• Requirement:
Go through the records and copy each line where the string "junctions" occurs.

• Data shown:

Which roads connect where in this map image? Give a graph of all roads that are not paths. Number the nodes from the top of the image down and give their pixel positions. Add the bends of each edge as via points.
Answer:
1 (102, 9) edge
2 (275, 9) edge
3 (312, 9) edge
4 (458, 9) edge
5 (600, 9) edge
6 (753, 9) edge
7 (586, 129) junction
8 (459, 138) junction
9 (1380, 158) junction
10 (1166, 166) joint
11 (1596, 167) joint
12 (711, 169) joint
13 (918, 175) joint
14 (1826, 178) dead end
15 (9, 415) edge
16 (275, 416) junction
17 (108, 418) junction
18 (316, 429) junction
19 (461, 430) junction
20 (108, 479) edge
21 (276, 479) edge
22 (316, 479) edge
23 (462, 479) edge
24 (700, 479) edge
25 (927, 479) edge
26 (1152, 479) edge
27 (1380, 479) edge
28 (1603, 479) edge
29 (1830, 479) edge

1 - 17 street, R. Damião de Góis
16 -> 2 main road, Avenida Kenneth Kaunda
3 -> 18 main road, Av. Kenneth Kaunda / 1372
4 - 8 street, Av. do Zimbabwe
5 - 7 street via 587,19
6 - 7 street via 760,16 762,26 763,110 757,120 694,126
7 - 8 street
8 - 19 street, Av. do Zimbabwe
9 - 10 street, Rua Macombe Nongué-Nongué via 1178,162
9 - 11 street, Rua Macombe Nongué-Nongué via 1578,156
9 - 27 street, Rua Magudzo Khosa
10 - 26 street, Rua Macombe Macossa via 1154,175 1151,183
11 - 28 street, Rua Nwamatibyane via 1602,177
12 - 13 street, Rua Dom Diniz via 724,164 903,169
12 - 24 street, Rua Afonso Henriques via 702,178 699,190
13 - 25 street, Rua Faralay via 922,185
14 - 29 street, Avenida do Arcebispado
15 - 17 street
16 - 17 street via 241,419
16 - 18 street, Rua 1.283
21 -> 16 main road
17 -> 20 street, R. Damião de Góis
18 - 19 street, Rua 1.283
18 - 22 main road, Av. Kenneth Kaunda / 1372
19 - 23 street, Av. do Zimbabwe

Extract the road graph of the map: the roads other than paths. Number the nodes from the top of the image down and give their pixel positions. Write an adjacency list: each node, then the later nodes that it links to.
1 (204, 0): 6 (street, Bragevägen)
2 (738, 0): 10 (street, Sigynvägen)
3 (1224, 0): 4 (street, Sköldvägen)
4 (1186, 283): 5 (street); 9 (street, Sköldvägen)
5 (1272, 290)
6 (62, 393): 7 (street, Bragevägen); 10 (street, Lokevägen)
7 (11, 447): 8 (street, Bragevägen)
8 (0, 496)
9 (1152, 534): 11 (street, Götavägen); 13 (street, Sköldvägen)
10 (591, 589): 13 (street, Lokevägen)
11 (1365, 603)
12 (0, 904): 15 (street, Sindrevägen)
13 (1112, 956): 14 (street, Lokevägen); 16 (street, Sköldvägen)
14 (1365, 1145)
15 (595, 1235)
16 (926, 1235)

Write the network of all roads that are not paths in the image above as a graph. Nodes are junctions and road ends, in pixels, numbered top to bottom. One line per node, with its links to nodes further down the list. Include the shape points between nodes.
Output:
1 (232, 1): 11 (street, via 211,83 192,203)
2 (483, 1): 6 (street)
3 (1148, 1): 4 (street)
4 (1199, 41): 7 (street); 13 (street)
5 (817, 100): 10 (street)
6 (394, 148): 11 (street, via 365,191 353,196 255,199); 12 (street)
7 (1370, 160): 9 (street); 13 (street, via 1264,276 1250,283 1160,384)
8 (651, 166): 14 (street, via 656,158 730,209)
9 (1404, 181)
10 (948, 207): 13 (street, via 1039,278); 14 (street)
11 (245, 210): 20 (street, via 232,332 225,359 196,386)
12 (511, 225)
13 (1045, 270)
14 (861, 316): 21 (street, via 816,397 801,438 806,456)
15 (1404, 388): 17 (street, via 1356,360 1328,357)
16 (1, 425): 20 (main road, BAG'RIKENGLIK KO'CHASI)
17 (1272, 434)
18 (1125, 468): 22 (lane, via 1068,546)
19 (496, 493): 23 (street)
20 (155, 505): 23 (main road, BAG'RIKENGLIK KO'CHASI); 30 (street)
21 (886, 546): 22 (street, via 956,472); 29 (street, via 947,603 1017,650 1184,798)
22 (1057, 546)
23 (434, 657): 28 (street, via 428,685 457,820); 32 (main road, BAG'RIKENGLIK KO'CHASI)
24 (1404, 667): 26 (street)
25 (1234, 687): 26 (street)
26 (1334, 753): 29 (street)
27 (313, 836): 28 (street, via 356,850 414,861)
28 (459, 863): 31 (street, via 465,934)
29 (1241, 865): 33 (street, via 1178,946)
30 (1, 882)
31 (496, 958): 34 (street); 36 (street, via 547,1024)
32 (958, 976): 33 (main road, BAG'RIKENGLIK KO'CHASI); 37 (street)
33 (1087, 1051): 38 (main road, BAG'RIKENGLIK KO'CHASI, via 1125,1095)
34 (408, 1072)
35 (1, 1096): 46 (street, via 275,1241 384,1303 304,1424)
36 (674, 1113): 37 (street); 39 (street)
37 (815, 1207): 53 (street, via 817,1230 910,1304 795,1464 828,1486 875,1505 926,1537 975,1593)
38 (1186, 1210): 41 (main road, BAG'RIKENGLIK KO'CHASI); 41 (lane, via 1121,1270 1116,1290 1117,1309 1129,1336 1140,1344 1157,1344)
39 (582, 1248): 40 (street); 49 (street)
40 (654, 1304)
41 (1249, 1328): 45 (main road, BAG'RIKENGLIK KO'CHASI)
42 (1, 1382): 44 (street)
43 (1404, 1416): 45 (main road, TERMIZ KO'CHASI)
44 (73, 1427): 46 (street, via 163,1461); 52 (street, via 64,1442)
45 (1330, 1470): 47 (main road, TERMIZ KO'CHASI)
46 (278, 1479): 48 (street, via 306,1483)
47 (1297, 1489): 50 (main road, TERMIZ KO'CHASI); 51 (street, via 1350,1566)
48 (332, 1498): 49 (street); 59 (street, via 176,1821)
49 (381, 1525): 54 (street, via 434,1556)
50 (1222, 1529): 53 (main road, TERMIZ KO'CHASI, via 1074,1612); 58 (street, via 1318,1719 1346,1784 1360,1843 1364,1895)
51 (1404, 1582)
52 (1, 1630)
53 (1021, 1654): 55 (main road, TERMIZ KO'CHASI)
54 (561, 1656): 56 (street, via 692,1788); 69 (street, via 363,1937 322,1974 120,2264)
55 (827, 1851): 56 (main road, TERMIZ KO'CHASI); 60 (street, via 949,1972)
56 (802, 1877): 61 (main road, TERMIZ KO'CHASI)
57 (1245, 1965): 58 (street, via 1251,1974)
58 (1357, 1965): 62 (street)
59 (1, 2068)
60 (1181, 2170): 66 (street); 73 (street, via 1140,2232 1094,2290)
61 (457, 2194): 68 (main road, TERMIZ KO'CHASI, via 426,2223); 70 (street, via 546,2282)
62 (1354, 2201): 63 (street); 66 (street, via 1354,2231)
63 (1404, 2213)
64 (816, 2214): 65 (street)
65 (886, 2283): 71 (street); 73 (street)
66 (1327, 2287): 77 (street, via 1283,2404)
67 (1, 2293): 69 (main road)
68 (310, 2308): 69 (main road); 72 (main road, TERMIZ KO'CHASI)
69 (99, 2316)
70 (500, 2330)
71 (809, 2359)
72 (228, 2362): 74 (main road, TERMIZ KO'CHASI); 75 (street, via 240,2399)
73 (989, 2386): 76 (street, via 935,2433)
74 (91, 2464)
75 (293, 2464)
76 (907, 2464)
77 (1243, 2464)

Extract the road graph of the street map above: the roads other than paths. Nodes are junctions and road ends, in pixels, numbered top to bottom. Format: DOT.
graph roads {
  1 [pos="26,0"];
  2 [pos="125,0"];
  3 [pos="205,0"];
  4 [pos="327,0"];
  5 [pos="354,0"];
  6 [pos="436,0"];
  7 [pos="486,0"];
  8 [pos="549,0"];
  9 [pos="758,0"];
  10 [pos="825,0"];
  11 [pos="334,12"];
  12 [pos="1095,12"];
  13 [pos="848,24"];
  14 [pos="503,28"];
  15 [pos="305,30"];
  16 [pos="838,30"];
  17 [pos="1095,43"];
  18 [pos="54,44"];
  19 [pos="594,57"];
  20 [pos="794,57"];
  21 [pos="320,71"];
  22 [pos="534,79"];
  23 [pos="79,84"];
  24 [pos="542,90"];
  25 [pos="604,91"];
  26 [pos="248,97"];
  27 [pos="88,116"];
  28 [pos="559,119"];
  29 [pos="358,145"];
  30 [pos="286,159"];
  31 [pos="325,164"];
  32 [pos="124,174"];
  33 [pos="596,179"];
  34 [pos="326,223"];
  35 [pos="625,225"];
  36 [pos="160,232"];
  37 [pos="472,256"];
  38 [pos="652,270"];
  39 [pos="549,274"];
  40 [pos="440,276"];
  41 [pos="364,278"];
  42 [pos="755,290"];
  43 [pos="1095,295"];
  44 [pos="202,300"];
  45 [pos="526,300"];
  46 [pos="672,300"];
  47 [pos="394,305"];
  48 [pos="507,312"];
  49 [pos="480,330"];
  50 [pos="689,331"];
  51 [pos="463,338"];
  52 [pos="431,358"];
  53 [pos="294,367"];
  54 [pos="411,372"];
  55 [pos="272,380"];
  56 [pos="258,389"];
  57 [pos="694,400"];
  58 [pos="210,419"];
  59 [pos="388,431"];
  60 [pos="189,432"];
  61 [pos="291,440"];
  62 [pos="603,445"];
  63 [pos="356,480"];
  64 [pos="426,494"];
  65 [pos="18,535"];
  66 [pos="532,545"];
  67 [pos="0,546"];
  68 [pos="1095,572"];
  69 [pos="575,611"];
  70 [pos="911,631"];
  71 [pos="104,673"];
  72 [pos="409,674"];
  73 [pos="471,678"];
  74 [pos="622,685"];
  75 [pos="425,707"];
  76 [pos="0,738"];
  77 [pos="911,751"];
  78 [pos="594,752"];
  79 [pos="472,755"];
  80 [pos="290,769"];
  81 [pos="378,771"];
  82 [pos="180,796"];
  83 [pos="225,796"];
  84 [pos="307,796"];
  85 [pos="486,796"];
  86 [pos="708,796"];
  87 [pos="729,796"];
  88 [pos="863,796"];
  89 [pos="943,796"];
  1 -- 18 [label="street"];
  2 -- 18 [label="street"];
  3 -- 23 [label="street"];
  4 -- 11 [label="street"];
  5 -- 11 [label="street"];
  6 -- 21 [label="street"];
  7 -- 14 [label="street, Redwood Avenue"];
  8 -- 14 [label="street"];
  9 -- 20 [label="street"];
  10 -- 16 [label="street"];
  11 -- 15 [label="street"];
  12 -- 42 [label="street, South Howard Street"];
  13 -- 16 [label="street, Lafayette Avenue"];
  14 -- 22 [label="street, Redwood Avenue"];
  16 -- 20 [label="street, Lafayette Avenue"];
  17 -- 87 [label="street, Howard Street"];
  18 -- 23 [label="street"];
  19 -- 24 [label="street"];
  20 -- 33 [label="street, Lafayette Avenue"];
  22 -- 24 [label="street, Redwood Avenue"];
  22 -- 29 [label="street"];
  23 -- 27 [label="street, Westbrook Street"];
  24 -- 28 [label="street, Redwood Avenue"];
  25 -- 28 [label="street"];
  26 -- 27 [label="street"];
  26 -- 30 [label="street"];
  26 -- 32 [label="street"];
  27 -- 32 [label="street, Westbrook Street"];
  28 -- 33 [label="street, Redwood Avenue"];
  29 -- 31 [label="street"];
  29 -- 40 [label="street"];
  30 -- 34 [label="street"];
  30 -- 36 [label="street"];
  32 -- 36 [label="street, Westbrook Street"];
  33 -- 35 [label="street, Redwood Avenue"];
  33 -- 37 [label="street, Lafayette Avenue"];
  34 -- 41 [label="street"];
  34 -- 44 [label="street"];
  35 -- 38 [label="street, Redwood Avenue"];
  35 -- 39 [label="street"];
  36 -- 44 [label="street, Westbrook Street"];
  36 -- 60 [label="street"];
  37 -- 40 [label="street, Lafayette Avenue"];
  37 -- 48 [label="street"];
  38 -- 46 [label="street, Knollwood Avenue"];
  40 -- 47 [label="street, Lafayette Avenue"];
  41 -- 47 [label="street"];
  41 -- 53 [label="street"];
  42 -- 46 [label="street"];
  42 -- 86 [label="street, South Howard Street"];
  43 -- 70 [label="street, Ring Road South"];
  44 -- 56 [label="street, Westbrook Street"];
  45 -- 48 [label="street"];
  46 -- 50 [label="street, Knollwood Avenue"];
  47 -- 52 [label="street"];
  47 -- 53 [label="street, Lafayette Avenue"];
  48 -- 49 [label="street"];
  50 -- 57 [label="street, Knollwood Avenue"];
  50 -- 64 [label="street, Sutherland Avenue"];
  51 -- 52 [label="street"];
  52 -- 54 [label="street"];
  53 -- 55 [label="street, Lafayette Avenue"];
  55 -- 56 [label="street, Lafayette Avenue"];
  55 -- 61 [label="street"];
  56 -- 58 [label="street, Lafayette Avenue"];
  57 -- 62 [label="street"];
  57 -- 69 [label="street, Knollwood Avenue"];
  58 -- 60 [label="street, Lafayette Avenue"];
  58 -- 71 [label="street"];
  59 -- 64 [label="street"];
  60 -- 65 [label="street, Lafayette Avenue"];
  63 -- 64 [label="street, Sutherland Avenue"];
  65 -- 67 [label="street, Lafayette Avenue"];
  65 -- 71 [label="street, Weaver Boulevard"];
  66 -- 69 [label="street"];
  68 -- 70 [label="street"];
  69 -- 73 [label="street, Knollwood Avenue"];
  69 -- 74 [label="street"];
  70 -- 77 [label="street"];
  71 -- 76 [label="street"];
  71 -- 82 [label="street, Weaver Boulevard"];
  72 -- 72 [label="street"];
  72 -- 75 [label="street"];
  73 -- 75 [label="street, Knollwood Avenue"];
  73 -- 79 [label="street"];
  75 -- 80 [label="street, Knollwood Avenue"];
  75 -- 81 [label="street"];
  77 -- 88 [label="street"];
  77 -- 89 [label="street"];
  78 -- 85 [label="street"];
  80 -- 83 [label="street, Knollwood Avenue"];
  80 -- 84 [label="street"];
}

• Written reply:
Write the network of all roads that are not paths in the image above as a graph. Nodes are junctions and road ends, in pixels, numbered top to bottom. One line per node, with its links to nodes further down the list. Include the shape points between nodes.
Extract the road graph of the street map above: the roads other than paths. Nodes are junctions and road ends, in pixels, numbered top to bottom. Format: DOT.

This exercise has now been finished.